Fristover avatar Dec 18 '22 11:12 Fristover

I agree, it's possible to design in inconsistent interface that attempts to "do what I mean", and hope users can guess which behavior they'll get from any given action. I think it better to keep it consistent personally, then no one needs to guess.

MarcSabatella avatar Dec 18 '22 14:12 MarcSabatella

I agree, it's possible to design in inconsistent interface that attempts to "do what I mean", and hope users can guess which behavior they'll get from any given action. I think it better to keep it consistent personally, then no one needs to guess.

It is not "inconsistent". It has just different rules ("add always in concert pitch" vs "add in selected instrument pitch").

(I would leave it, as it is now, but it is not true, "is not possible do it other way".)

sammik avatar Dec 18 '22 14:12 sammik

Think if someone dragging to the score, not particularly thinking about which staff their mouse happens to be closest to when they release the mouse. It would look random to them. Or if they just happen to click a measure before clicking the key signature without thinking about what its transposition is.

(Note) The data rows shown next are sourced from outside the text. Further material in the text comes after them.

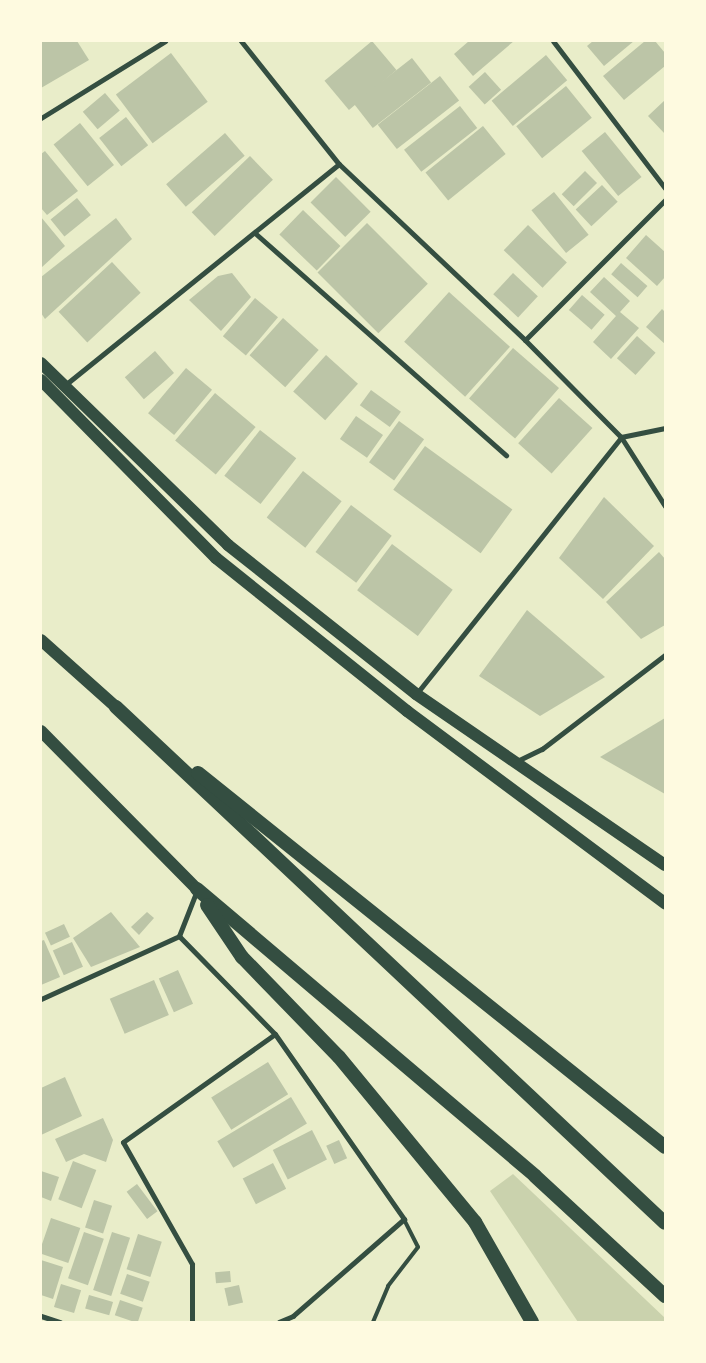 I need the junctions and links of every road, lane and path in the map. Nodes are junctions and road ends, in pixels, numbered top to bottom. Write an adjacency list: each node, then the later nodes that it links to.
1 (165, 41): 4 (street)
2 (241, 41): 5 (street)
3 (553, 41): 6 (street)
4 (41, 118)
5 (338, 164): 8 (street); 9 (street)
6 (665, 188)
7 (665, 200): 9 (street)
8 (256, 234): 12 (street); 15 (street)
9 (526, 340): 14 (street)
10 (41, 363): 12 (main road)
11 (41, 380): 25 (main road)
12 (63, 387): 19 (main road)
13 (665, 428): 14 (street)
14 (621, 437): 16 (street); 19 (street)
15 (506, 456)
16 (665, 506)
17 (41, 640): 20 (main road)
18 (665, 655): 22 (street)
19 (416, 694): 22 (main road)
20 (116, 707): 29 (highway); 31 (highway)
21 (41, 731): 24 (main road)
22 (515, 762): 23 (main road)
23 (665, 865)
24 (197, 890): 26 (street); 32 (highway); 38 (highway)
25 (665, 903)
26 (179, 936): 27 (street); 28 (street)
27 (41, 999)
28 (275, 1034): 30 (street); 35 (street)
29 (665, 1147)
30 (404, 1219): 36 (street); 37 (lane)
31 (665, 1223)
32 (665, 1296)
33 (41, 1316): 34 (street)
34 (60, 1322)
35 (192, 1322)
36 (279, 1322)
37 (373, 1322)
38 (532, 1322) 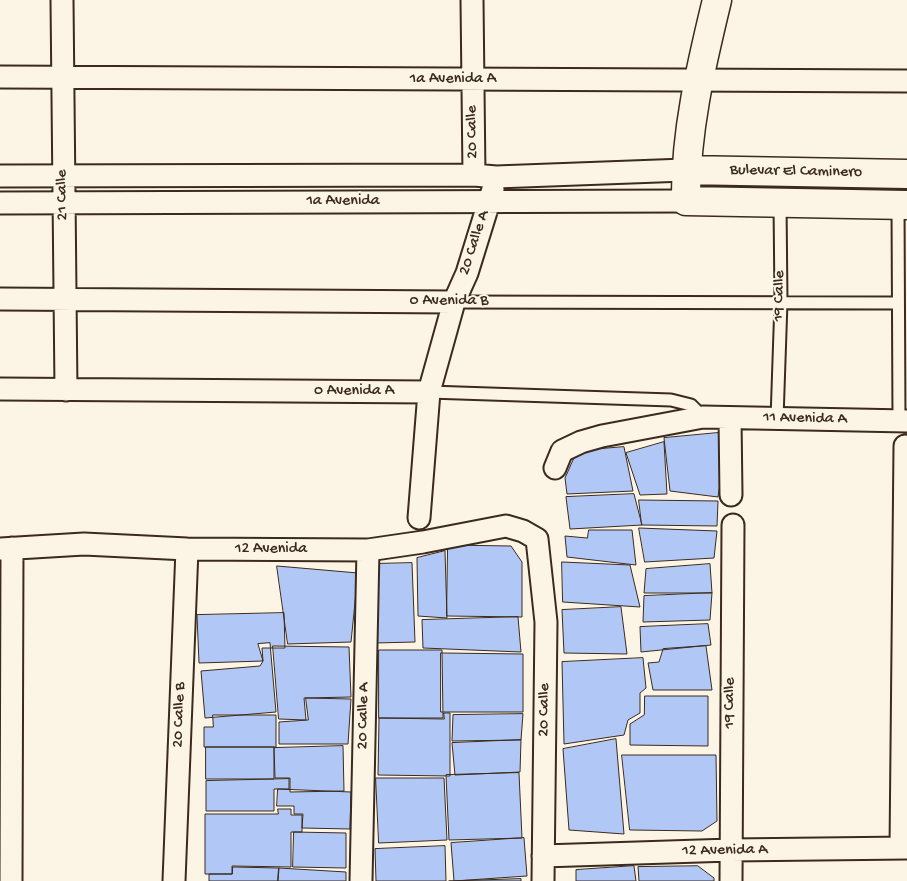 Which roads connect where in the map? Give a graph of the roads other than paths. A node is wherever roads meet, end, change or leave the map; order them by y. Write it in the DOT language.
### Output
graph roads {
  1 [pos="62,0"];
  2 [pos="472,0"];
  3 [pos="717,0"];
  4 [pos="0,77"];
  5 [pos="63,77"];
  6 [pos="472,80"];
  7 [pos="698,80"];
  8 [pos="907,81"];
  9 [pos="685,170"];
  10 [pos="907,174"];
  11 [pos="474,175"];
  12 [pos="0,176"];
  13 [pos="63,176"];
  14 [pos="496,177"];
  15 [pos="686,201"];
  16 [pos="488,202"];
  17 [pos="0,203"];
  18 [pos="64,203"];
  19 [pos="780,203"];
  20 [pos="902,205"];
  21 [pos="0,299"];
  22 [pos="65,299"];
  23 [pos="454,302"];
  24 [pos="781,302"];
  25 [pos="898,303"];
  26 [pos="0,389"];
  27 [pos="66,390"];
  28 [pos="429,392"];
  29 [pos="703,417"];
  30 [pos="730,418"];
  31 [pos="776,419"];
  32 [pos="903,421"];
  33 [pos="905,446"];
  34 [pos="555,468"];
  35 [pos="730,495"];
  36 [pos="419,518"];
  37 [pos="733,525"];
  38 [pos="538,539"];
  39 [pos="6,549"];
  40 [pos="187,549"];
  41 [pos="368,550"];
  42 [pos="904,848"];
  43 [pos="730,850"];
  44 [pos="543,856"];
  45 [pos="11,881"];
  46 [pos="174,881"];
  47 [pos="361,881"];
  48 [pos="544,881"];
  49 [pos="731,881"];
  1 -- 5 [label="street, 21 Calle"];
  2 -- 6 [label="street, 20 Calle"];
  3 -- 7 [label="main road"];
  4 -- 5 [label="street, 1a Avenida A"];
  5 -- 6 [label="street, 1a Avenida A"];
  5 -- 13 [label="street, 21 Calle"];
  6 -- 7 [label="street, 1a Avenida A"];
  6 -- 11 [label="street, 20 Calle"];
  7 -- 8 [label="street, 1a Avenida A"];
  7 -- 9 [label="main road"];
  9 -- 10 [label="main road, Bulevar El Caminero"];
  9 -- 14 [label="street, 1a Avenida"];
  9 -- 15 [label="main road"];
  11 -- 13 [label="street, 1a Avenida"];
  11 -- 14 [label="street, 1a Avenida"];
  12 -- 13 [label="street, 1a Avenida"];
  13 -- 18 [label="street, 21 Calle"];
  14 -- 16 [label="street, 20 Calle A"];
  15 -- 16 [label="street, 1a Avenida"];
  15 -- 19 [label="main road, Bulevar El Caminero"];
  16 -- 18 [label="street, 1a Avenida"];
  16 -- 23 [label="street, 20 Calle A"];
  17 -- 18 [label="street, 1a Avenida"];
  18 -- 22 [label="street, 21 Calle"];
  19 -- 20 [label="main road, Bulevar El Caminero"];
  19 -- 24 [label="lane, 19 Calle"];
  20 -- 25 [label="lane"];
  21 -- 22 [label="street, 0 Avenida B"];
  22 -- 23 [label="street, 0 Avenida B"];
  22 -- 27 [label="street, 21 Calle"];
  23 -- 24 [label="lane, 0 Avenida B"];
  23 -- 28 [label="street, 20 Calle A"];
  24 -- 25 [label="lane, 0 Avenida B"];
  24 -- 31 [label="lane, 19 Calle"];
  25 -- 32 [label="lane"];
  26 -- 27 [label="street, 0 Avenida A"];
  27 -- 28 [label="street, 0 Avenida A"];
  28 -- 29 [label="lane, 0 Avenida A"];
  28 -- 36 [label="street, 20 Calle A"];
  29 -- 30 [label="street, 11 Avenida A"];
  29 -- 34 [label="street"];
  30 -- 31 [label="street, 11 Avenida A"];
  30 -- 35 [label="street"];
  31 -- 32 [label="street, 11 Avenida A"];
  33 -- 42 [label="street"];
  37 -- 43 [label="street, 19 Calle"];
  38 -- 41 [label="street, 12 Avenida"];
  38 -- 44 [label="street, 20 Calle"];
  39 -- 40 [label="street, 12 Avenida"];
  39 -- 45 [label="street"];
  40 -- 41 [label="street, 12 Avenida"];
  40 -- 46 [label="street, 20 Calle B"];
  41 -- 47 [label="street, 20 Calle A"];
  42 -- 43 [label="street, 12 Avenida A"];
  43 -- 44 [label="street, 12 Avenida A"];
  43 -- 49 [label="street, 19 Calle"];
  44 -- 48 [label="street, 20 Calle"];
} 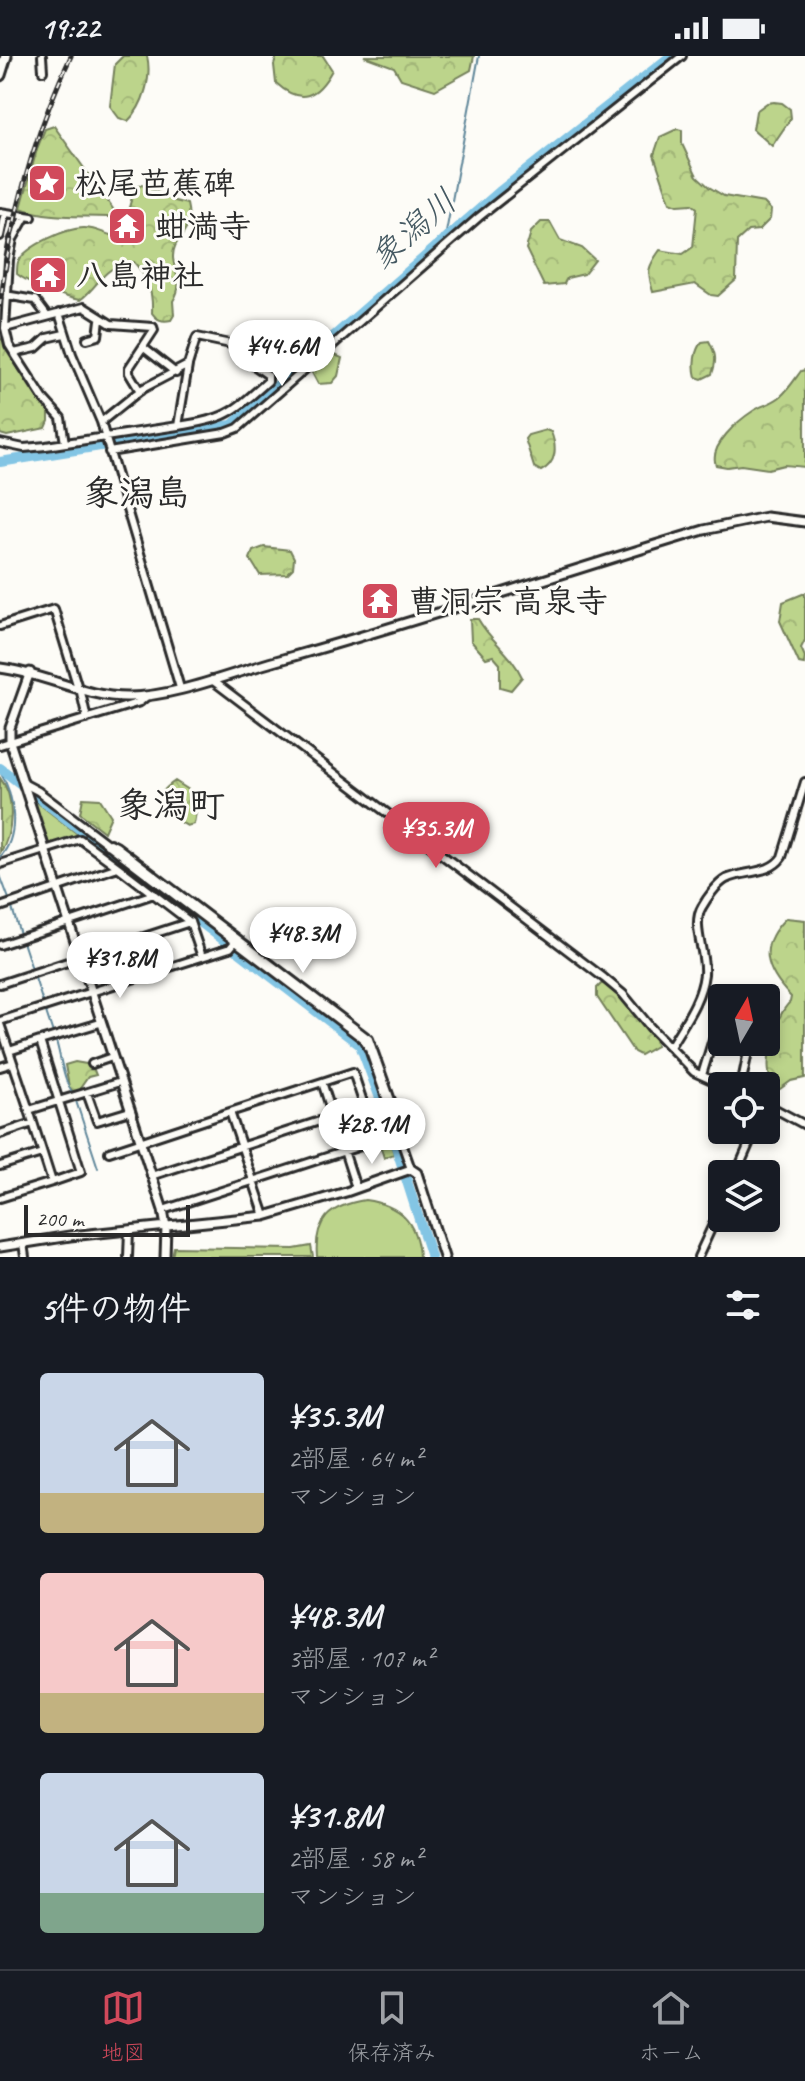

I’m not saying it’s impossible to make up an algorithm, but I am saying, it’s likely to generate surprise a lot of the time and not feel like an improvement as a result.

MarcSabatella avatar Dec 18 '22 17:12 MarcSabatella

Well, than more rigid rule could be: add in instrument pitch, if there is (are) only instrument(s) only that pitch. (which is actually original request here)

But yes, it is a bit ad hoc rule.

sammik avatar Dec 18 '22 17:12 sammik

I just realised one more context - note input mode.

Key stroke "c" always creates written note C - if score is in concert pitch, it creates C note in concert pitch, if score is in transposed pitch, it creates written C, which is not (sounding) C.

sammik avatar Dec 19 '22 21:12 sammik

Certainly, but in that context it is 100% clear and obvious the pitch refers to the staff you are entering the note on. There is no such thing as entering a note for the entire score the way there is for key signatures. So, there really isn't much to the analogy, as the case that explains why key signatures are always concert pitch simply cannot exist in note input mode.